CleosMam · 27/12/2009 23:16

you are all ACTUAL lifesavers. im actually crying im so relieved about this
THANKS SO MUCH

OP posts:
splishsplosh · 27/12/2009 23:18

Glad if been any help

WeThreeNinks · 27/12/2009 23:25

Me too. Hope it all works out for you and Cleo.

Good luck!

nappyaddict · 28/12/2009 01:51

Get CSA to assess his income so you get a fair amount of maintenance. Out of interest how old was DD when you first let her stay overnight? Is she breast fed or formula fed?

FluffyForLifeNotJustForXmas · 28/12/2009 02:14

If your gas/electricity are with NPower you can sign up to spreading the warmth scheme, if you earn less then 13k they send you vouchers towards the cost of your fuel. Have a look at their web site.

Janos · 28/12/2009 13:02

Glad to help Cleosmam amd good luck to you

If you contact tax credits asap you should get what you are entitled to in a couple of weeks.

ChocHobNob · 28/12/2009 13:47

Regarding Nappymum post : OP has already said they have looked at the CSA calculator to see if he is paying the correct amount.

The CSA only take into account his income. They do not regard money given to him from his parents as income.

Although, if he is a student, all he will have to pay is £15.

Good luck sorting out everything you are entitled to. x

ChocHobNob · 28/12/2009 13:50

Apologies, my past post was incorrect. OP, is your ex a full time student? Studying for more than 12 hours a week? If he is, the CSA would award him a nil assessment, unless he has other income, from employment etc, which was more than £100 a week.

Hando · 04/01/2010 03:54

God Cleosmums - how much easier things will now be for you with CTC each week. I bet it's about £60 a week.

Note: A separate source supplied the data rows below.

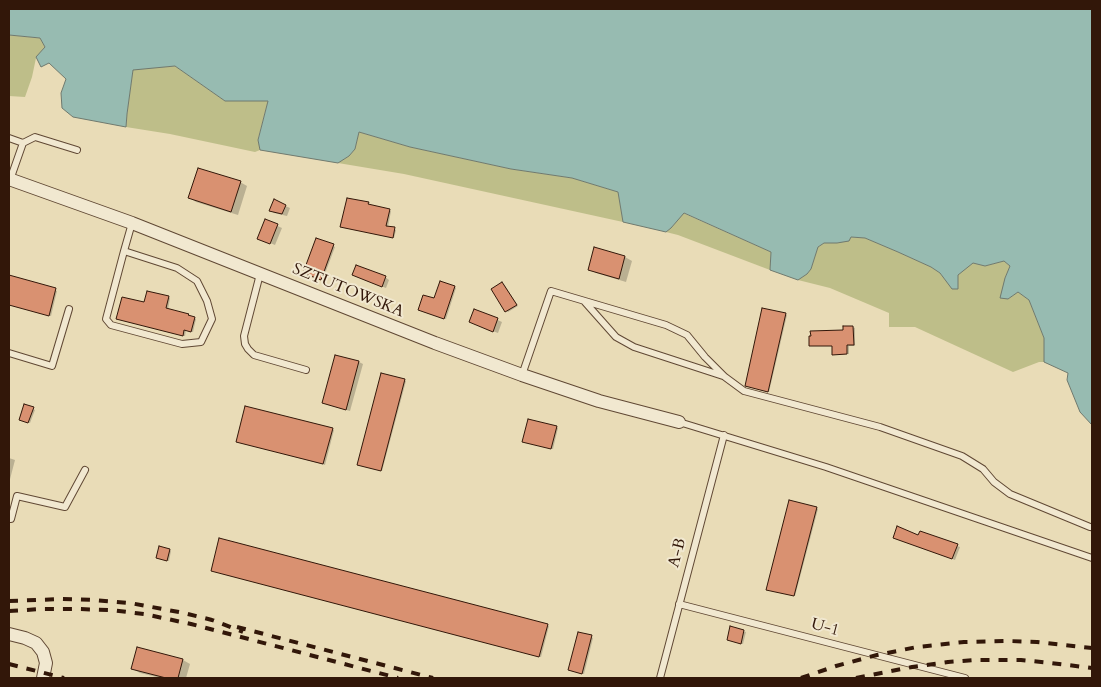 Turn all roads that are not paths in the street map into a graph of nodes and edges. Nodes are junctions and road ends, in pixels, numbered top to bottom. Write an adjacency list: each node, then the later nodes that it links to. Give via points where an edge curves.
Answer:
1 (9, 138): 2 (lane)
2 (23, 143): 3 (lane, via 35,137); 4 (lane)
3 (77, 150)
4 (10, 180): 5 (street, SZTUTOWSKA)
5 (132, 223): 6 (lane); 7 (street, SZTUTOWSKA)
6 (124, 251): 6 (lane, via 177,268 197,281 212,319 201,342 182,344 111,325 106,319)
7 (260, 274): 11 (lane, via 244,336 245,344 254,354); 12 (street, SZTUTOWSKA)
8 (583, 300): 12 (lane, via 551,291); 13 (lane, via 616,337 634,347); 13 (lane, via 666,325 686,335)
9 (69, 309): 10 (lane, via 52,366)
10 (9, 353)
11 (306, 370)
12 (522, 375): 14 (street, SZTUTOWSKA, via 599,401)
13 (725, 377): 18 (lane, via 744,391 880,427 962,456 983,469 1010,494)
14 (679, 422): 15 (lane)
15 (724, 436): 19 (lane, via 826,467); 20 (lane, A-B)
16 (85, 470): 17 (lane, via 65,508 17,496 12,519)
17 (9, 518)
18 (1090, 527)
19 (1092, 558)
20 (679, 604): 23 (lane, A-B); 24 (lane, U-1)
21 (9, 634): 22 (street, via 36,643 43,652 46,663)
22 (43, 678)
23 (660, 678)
24 (964, 678)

Hopefully he will get easier as time goes on. Have you tried to be strong and tell him he cannot change arrangements at the last minute all the time (occasionally is acceptable in my books). If he calls to cancel just say you have already planned to go out, if he calls to say he's bringing her home early then tell him you are out of town and won't be back until the previously agreed time.